I have no doubt that no writer sets out to actively play a role in society through her writing. For a writer, as I said, writing is the thing; in fact, it is the only thing. But in exploring ideas, in teasing them, in stretching them and trying them on, the writer helps others to open their eyes to what they have not been able to glimpse on their own. The writer’s imagination is a very powerful tool; it has both muscle and vision. I would compare it, not to the butterfly’s flitting, but to the eagle’s swoop and soar in flight. There is something daring about imagination, about the way it can go into the dark, leap over a yawning abyss and make connections which never seemed to be there. It is imagination that allows the artist to get to the inner truth, which goes beyond the facts, behind the presumed reality.
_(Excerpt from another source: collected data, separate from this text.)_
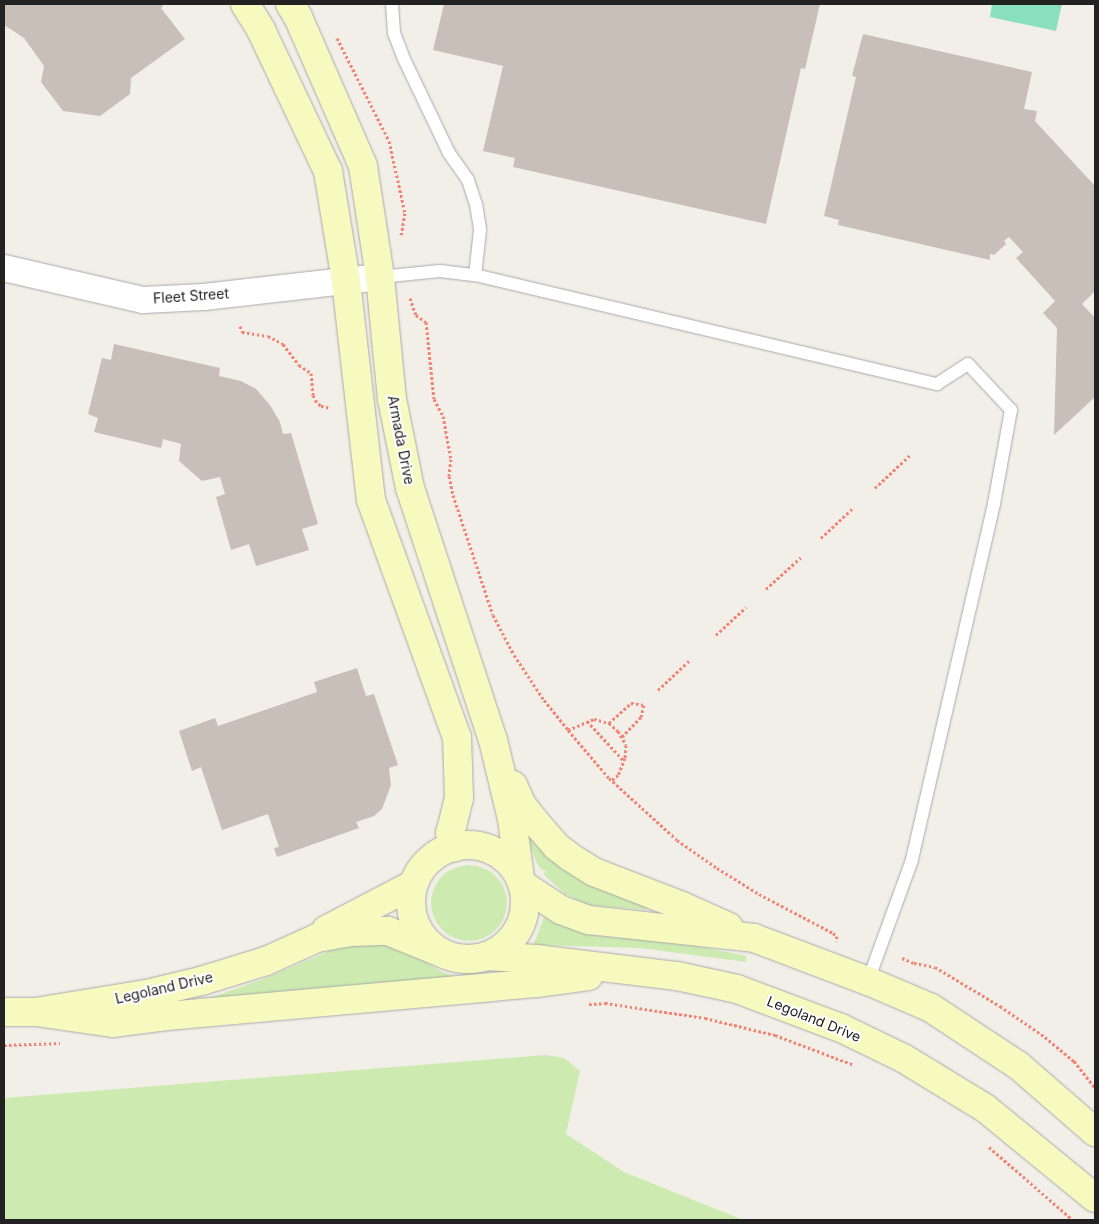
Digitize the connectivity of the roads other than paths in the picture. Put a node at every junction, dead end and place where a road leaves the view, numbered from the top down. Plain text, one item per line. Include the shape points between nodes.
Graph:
1 (245, 4) edge
2 (290, 4) edge
3 (392, 4) edge
4 (4, 268) edge
5 (476, 275) junction
6 (380, 277) junction
7 (346, 281) junction
8 (493, 740) junction
9 (454, 846) junction
10 (522, 881) junction
11 (414, 884) junction
12 (317, 938) junction
13 (754, 938) junction
14 (444, 954) junction
15 (487, 956) junction
16 (626, 971) junction
17 (868, 981) junction
18 (4, 1012) edge
19 (36, 1012) junction
20 (1095, 1132) edge
21 (1095, 1198) edge

1 - 7 main road via 262,30 328,171
2 - 6 main road, Armada Drive via 363,166
3 - 5 lane via 394,33 404,59 449,153 468,180 476,204 480,230
4 - 7 street, Fleet Street via 143,300 204,297
5 - 6 lane via 440,271
5 - 17 lane via 936,384 968,364 1011,410 994,504 912,860
6 - 7 street, Fleet Street
6 - 8 main road, Armada Drive via 392,399 410,488
7 - 9 main road via 371,500 457,737 459,798 450,833
8 - 10 main road, Armada Drive via 512,819
8 - 13 main road via 522,805 556,846 594,872
9 - 10 main road via 474,845 493,850 509,861
9 - 11 main road via 437,854 423,867
10 - 13 main road via 561,910 589,920
10 - 15 main road via 526,902 523,920 515,936
11 - 12 main road, Legoland Drive via 330,927
11 - 14 main road via 413,917 430,945
12 - 14 main road, Legoland Drive via 370,930 388,931
12 - 19 main road, Legoland Drive via 266,961 201,981 146,994
13 - 17 main road
14 - 15 main road via 458,959
15 - 16 main road, Legoland Drive
16 - 19 main road via 536,983 112,1023
16 - 21 main road, Legoland Drive via 677,976 737,989 841,1028 903,1058 985,1108
17 - 20 main road via 931,1008 1019,1066
18 - 19 main road, Legoland Drive

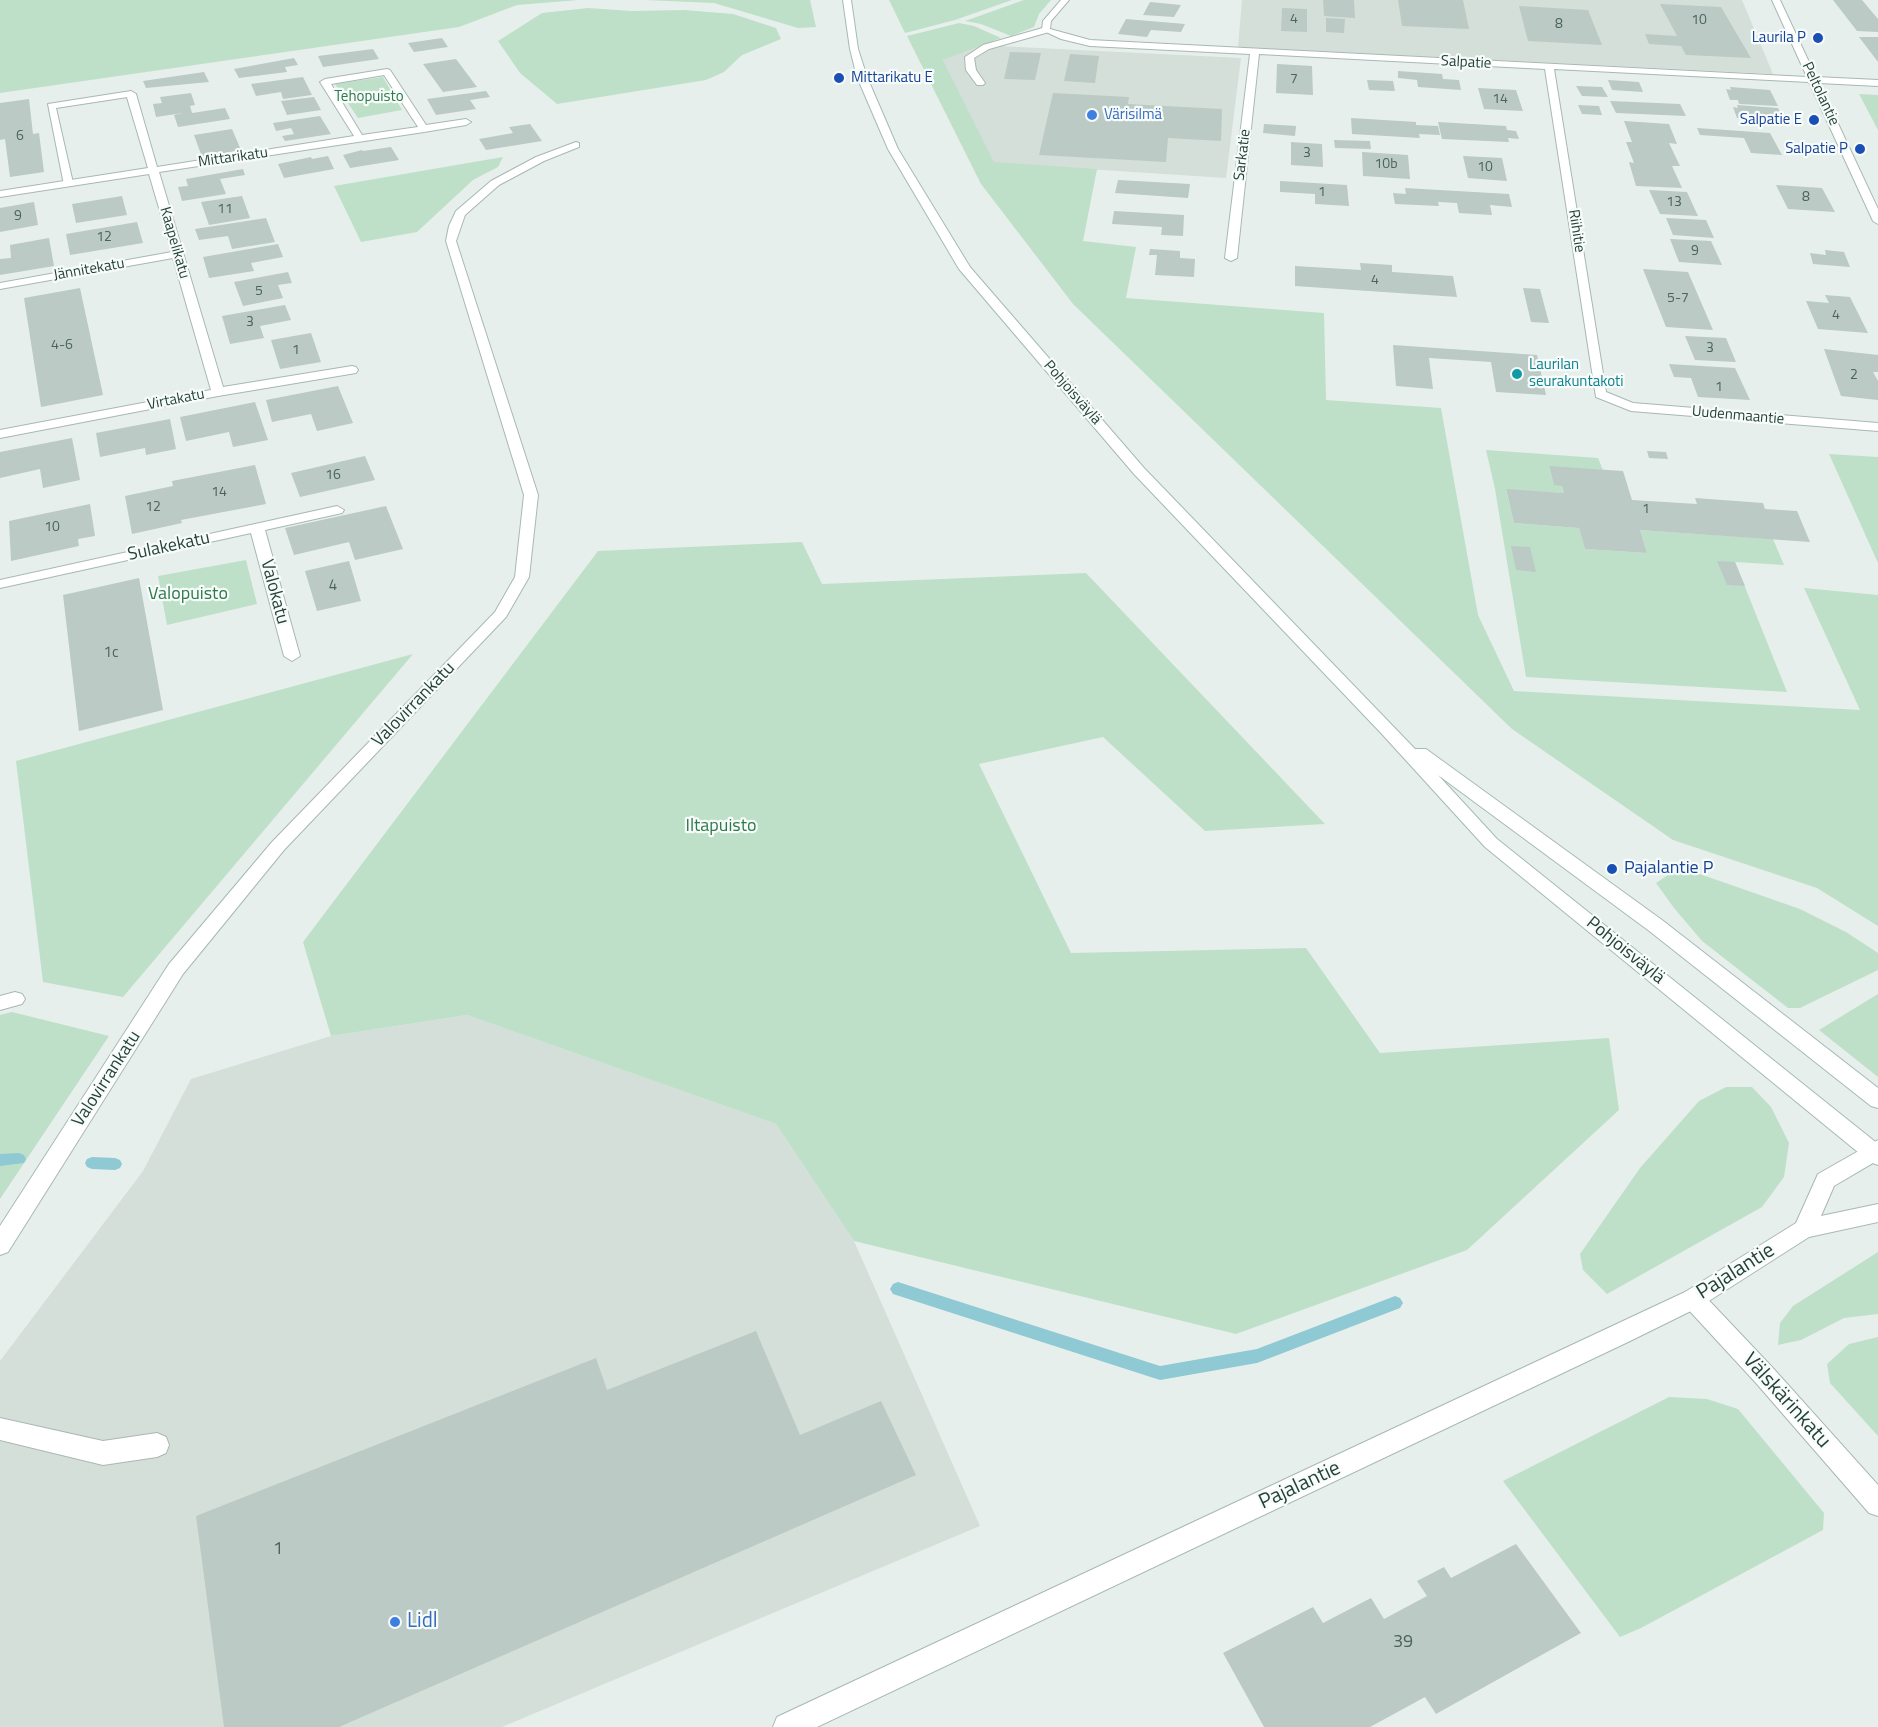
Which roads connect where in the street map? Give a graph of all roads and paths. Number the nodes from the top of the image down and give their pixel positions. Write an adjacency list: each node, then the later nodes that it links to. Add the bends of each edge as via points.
1 (848, 0): 30 (street, Pohjoisväylä, via 862,77 893,149 965,269 1139,471)
2 (1065, 0): 4 (street, via 1047,21)
3 (1776, 0): 7 (street, Peltolantie)
4 (1051, 32): 5 (street, Salpatie, via 1090,43); 8 (street, via 986,47 969,57 971,70)
5 (1255, 52): 6 (street, Salpatie); 19 (street, Sarkatie)
6 (1549, 68): 7 (street, Salpatie); 23 (street, Riihitie)
7 (1814, 81): 9 (street, Salpatie); 17 (street, Peltolantie)
8 (980, 83)
9 (1878, 83)
10 (465, 122): 11 (street, Mittarikatu)
11 (424, 129): 12 (street, Mittarikatu); 12 (street, via 387,72 325,82)
12 (360, 139): 14 (street, Mittarikatu)
13 (576, 145): 35 (street, Valovirrankatu, via 495,183 460,213 451,241 531,495 522,577 501,614 278,846 176,969)
14 (153, 169): 15 (street, Mittarikatu); 15 (street, Kaapelikatu, via 131,94 51,106); 18 (street, Kaapelikatu)
15 (68, 183): 16 (street, Mittarikatu)
16 (0, 194)
17 (1878, 221)
18 (178, 254): 20 (street, Jännitekatu); 22 (street, Kaapelikatu)
19 (1231, 258)
20 (0, 286)
21 (352, 370): 22 (street, Virtakatu)
22 (218, 392): 25 (street, Virtakatu)
23 (1600, 394): 24 (street, Uudenmaantie, via 1631,407)
24 (1878, 427)
25 (0, 434)
26 (337, 510): 27 (street, Sulakekatu)
27 (257, 528): 28 (street, Sulakekatu); 29 (street, Valokatu)
28 (0, 584)
29 (292, 656)
30 (1387, 729): 31 (street, Pohjoisväylä, via 1655,926); 32 (street, Pohjoisväylä, via 1491,843)
31 (1878, 1100)
32 (1876, 1152): 34 (street, via 1827,1180)
33 (1878, 1213): 34 (street, Pajalantie)
34 (1804, 1229): 36 (street, Pajalantie)
35 (0, 1245)
36 (1693, 1299): 39 (street, Välskärinkatu); 40 (street, Pajalantie)
37 (0, 1428): 38 (street, via 103,1453)
38 (157, 1445)
39 (1878, 1504)
40 (787, 1727)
How do we live? This is the question which, above and beyond all questions, has plagued the human mind. We have found answers to a great many questions, but this one continues to elude us. This is the question all serious writers address; there is little hope of getting an answer, but to pursue the question itself is to understand a little more of life, to get some glimpses of possibilities. To me a writer’s main role is in providing these glimpses. And there is this too, that a writer is different from all others in that at the moment of writing, she steps out of the room, so to say, stands at a distance, a little away from her own humanity and sees the world from a vantage. This gives a unique perspective, the larger picture which is closer to the truth than anything else. This perspective also allows for much to fall away – our accepted ideas about ourselves and the world, for instance. It also lets us see clearly our strengths and weaknesses, our flaws and follies, our dreams and nightmares. This is what the writer has to offer a reader, this, perhaps, is truly the writer’s role.